TASK TO COMPLETE - Scan the listing below. Report each line that includes "Cromwell".
......
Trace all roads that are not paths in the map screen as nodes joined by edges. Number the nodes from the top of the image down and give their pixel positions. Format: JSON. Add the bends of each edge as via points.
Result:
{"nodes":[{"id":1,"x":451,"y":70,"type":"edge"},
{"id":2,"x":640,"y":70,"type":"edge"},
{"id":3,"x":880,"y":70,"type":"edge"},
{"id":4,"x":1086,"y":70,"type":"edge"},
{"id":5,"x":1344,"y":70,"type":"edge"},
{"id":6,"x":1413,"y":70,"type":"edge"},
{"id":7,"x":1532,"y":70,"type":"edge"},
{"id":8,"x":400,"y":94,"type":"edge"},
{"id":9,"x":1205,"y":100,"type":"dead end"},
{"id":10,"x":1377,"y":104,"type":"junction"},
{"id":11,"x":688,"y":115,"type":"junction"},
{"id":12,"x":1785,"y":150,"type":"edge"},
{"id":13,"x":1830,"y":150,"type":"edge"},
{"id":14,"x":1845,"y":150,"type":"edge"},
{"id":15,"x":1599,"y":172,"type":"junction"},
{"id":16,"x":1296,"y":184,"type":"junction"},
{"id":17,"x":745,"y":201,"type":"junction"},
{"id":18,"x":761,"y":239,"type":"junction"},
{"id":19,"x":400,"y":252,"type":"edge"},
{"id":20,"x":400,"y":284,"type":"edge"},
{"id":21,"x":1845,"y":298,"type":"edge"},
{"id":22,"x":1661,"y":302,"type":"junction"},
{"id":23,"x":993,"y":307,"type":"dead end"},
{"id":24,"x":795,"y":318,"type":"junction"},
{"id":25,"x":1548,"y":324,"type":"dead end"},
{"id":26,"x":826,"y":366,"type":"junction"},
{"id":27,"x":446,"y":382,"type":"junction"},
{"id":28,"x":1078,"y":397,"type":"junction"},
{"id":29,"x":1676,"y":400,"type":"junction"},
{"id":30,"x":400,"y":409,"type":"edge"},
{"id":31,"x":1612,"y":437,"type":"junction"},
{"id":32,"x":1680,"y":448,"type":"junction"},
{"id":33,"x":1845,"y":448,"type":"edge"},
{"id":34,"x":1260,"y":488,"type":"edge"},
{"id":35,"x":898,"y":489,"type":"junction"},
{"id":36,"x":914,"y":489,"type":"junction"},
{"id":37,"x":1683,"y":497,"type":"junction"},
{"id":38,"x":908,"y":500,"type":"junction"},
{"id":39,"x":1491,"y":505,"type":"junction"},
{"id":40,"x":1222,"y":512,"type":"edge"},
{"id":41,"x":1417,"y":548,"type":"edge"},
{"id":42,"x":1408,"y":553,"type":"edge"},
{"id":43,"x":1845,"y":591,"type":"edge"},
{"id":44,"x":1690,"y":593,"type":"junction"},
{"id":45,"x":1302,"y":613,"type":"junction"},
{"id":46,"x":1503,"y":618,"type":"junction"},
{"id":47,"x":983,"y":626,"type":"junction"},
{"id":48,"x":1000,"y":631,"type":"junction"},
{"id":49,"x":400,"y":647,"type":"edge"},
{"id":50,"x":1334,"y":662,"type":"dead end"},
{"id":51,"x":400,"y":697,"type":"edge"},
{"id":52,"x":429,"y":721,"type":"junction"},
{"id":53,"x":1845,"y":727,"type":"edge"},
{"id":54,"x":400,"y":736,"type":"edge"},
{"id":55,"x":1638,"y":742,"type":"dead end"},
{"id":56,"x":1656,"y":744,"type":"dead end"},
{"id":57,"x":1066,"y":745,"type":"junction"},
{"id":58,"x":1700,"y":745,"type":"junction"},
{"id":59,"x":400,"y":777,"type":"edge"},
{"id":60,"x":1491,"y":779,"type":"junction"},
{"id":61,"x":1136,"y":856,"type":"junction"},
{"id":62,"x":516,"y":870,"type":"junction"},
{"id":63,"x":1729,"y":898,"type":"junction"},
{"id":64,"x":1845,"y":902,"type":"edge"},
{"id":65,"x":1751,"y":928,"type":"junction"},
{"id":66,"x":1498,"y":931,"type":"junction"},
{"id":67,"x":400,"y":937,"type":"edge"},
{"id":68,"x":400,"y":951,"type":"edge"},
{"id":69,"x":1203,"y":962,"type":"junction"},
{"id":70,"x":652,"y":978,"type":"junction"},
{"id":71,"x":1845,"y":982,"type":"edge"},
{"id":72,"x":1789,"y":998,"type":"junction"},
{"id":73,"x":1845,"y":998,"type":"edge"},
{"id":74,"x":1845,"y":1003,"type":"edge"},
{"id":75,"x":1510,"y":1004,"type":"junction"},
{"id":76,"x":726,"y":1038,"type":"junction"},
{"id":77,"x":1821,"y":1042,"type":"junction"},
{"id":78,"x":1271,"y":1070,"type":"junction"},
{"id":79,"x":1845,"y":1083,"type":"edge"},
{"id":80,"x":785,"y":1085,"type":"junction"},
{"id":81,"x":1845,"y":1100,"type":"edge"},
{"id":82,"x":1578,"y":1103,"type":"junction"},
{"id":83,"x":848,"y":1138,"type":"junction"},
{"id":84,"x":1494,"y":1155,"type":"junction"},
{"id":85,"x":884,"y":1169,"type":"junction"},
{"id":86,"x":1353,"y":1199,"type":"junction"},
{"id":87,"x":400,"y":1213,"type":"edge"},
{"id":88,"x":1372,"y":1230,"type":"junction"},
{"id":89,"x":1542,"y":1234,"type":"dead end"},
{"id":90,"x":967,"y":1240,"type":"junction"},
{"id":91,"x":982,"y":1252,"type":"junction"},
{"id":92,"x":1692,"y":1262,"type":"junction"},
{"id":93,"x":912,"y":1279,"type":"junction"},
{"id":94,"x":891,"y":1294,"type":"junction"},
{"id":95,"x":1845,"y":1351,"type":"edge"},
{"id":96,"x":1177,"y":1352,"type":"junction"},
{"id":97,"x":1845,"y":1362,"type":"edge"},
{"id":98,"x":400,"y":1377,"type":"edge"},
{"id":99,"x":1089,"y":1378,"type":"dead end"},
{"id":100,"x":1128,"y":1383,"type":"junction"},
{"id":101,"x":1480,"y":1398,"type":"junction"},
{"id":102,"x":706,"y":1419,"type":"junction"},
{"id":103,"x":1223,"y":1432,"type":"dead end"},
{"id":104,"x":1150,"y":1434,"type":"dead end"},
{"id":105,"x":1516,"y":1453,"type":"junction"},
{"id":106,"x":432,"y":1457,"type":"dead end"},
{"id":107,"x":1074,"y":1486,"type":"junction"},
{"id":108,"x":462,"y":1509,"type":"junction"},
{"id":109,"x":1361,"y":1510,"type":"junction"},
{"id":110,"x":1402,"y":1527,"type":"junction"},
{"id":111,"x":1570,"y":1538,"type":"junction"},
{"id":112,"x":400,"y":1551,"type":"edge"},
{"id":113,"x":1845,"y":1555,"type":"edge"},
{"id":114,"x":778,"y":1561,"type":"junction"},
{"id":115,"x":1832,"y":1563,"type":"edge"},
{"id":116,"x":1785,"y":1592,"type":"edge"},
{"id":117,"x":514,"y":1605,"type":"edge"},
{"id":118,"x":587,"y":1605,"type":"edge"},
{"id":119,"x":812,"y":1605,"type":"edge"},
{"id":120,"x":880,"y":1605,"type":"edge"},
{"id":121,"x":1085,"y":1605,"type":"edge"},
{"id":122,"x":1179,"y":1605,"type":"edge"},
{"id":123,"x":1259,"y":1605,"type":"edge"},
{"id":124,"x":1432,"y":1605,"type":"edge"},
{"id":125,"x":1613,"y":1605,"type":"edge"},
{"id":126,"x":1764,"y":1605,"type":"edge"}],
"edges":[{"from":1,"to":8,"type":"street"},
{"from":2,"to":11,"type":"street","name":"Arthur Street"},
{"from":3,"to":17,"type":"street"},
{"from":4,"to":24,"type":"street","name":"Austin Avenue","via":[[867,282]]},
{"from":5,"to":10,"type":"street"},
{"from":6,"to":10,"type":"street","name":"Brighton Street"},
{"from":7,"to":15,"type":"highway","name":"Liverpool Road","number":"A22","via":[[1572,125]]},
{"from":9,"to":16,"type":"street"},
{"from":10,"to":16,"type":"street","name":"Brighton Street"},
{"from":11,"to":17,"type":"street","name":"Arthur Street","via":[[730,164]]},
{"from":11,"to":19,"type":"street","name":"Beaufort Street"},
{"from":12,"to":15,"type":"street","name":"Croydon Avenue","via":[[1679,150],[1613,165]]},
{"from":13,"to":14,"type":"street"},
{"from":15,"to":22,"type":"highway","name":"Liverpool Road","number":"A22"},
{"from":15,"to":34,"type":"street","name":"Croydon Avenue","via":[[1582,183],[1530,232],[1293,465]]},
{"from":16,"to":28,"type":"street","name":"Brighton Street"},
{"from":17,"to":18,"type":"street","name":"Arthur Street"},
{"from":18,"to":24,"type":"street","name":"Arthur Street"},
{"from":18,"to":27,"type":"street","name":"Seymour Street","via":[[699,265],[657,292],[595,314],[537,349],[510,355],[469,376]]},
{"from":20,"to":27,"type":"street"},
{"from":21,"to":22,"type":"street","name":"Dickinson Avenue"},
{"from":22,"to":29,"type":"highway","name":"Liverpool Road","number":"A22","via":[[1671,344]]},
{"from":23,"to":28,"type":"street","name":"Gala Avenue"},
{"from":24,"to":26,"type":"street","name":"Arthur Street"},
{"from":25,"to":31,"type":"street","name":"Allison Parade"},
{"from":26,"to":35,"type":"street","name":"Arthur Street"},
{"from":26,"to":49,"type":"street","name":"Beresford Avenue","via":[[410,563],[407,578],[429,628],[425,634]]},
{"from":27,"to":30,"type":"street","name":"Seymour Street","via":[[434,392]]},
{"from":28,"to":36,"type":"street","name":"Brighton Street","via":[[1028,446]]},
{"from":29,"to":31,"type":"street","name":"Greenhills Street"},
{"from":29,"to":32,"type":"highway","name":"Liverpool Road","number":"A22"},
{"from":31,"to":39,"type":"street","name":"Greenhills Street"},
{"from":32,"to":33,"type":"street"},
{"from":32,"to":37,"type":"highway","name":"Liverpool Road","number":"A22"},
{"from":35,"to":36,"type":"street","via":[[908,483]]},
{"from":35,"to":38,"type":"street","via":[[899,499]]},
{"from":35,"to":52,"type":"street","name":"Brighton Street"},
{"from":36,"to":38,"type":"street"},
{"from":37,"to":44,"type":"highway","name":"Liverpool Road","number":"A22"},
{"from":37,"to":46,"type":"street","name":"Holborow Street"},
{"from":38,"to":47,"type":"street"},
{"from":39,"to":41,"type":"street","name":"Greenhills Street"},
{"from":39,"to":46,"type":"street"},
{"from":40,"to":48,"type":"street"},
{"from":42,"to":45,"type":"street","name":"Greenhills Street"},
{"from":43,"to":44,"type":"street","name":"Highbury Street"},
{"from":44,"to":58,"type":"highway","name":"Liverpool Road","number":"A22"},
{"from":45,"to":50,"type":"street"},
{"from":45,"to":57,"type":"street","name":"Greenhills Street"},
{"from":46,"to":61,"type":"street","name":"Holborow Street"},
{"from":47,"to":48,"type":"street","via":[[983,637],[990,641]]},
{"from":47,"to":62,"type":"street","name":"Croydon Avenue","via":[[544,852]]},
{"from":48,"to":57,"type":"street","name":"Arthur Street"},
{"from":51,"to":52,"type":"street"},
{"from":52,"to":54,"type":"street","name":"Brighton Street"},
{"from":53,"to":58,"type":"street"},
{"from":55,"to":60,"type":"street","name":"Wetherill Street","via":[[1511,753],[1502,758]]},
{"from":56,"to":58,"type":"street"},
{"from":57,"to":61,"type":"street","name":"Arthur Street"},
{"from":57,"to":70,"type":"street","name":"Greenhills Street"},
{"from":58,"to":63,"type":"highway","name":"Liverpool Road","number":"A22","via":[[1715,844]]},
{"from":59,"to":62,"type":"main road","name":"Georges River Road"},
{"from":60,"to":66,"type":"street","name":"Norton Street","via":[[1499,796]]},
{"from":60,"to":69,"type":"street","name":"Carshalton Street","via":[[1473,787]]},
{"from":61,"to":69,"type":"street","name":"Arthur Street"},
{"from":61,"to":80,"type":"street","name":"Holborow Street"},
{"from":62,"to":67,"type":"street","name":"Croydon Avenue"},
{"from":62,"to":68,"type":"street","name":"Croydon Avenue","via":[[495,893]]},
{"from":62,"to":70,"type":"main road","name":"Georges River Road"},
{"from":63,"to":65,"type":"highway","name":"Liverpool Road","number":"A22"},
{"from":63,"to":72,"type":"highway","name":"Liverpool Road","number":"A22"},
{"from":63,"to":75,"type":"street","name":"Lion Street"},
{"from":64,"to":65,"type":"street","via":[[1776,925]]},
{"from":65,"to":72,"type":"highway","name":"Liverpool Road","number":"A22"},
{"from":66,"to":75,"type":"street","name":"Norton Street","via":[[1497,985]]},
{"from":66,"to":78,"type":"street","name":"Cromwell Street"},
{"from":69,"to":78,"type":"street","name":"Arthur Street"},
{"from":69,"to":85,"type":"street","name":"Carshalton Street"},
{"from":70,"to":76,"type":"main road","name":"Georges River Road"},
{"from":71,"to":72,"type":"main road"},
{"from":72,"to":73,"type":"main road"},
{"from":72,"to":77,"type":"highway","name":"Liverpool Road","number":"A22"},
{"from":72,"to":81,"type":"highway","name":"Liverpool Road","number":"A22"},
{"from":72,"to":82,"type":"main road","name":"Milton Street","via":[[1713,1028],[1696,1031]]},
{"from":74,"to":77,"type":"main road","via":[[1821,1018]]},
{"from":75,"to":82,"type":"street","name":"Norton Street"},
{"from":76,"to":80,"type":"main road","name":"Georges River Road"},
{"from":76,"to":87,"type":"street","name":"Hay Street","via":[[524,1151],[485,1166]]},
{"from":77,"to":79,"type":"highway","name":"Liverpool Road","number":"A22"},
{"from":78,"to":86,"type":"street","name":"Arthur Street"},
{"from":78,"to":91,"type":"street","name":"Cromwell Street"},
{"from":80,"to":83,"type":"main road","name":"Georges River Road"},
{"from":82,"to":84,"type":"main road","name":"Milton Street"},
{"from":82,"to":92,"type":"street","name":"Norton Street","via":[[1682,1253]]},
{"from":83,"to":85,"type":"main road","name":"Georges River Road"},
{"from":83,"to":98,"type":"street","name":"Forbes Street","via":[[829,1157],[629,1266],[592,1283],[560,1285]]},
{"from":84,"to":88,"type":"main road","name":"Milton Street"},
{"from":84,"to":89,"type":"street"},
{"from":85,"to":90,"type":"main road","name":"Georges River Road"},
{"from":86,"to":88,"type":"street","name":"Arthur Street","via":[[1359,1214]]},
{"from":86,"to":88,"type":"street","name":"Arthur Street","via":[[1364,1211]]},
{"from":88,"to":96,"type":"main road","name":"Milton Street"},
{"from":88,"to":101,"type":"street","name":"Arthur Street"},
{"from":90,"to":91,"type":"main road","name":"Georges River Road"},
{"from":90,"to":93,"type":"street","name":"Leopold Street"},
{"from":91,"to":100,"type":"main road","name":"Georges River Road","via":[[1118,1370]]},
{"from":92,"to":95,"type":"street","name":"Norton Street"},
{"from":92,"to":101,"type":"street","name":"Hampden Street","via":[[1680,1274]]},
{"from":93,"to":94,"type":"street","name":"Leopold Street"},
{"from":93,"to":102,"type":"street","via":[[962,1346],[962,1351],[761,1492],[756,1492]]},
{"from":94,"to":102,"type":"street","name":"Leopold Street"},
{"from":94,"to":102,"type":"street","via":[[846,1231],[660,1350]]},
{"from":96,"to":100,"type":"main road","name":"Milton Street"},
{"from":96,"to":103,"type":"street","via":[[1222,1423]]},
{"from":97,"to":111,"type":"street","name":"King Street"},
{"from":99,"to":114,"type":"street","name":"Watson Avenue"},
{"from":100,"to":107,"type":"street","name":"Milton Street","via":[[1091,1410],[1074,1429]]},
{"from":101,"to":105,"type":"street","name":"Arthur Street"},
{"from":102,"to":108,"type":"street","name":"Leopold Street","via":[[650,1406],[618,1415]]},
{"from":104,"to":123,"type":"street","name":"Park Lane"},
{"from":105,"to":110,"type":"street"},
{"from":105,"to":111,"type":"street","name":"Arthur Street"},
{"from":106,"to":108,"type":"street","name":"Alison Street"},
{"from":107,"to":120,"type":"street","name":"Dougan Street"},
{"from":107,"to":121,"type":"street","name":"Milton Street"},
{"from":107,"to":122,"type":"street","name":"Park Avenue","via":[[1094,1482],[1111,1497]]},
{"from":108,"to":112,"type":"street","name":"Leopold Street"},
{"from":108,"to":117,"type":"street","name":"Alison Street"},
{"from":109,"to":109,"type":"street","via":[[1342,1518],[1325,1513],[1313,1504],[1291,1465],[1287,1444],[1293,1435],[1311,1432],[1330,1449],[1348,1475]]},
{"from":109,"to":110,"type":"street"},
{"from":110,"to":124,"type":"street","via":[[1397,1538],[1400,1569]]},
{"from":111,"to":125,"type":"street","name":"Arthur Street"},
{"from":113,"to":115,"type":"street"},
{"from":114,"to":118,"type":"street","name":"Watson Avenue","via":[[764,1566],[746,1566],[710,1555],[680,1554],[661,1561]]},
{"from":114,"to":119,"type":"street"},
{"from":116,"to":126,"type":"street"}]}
......
RESPONSE TO THIS TASK -
{"from":66,"to":78,"type":"street","name":"Cromwell Street"},
{"from":78,"to":91,"type":"street","name":"Cromwell Street"},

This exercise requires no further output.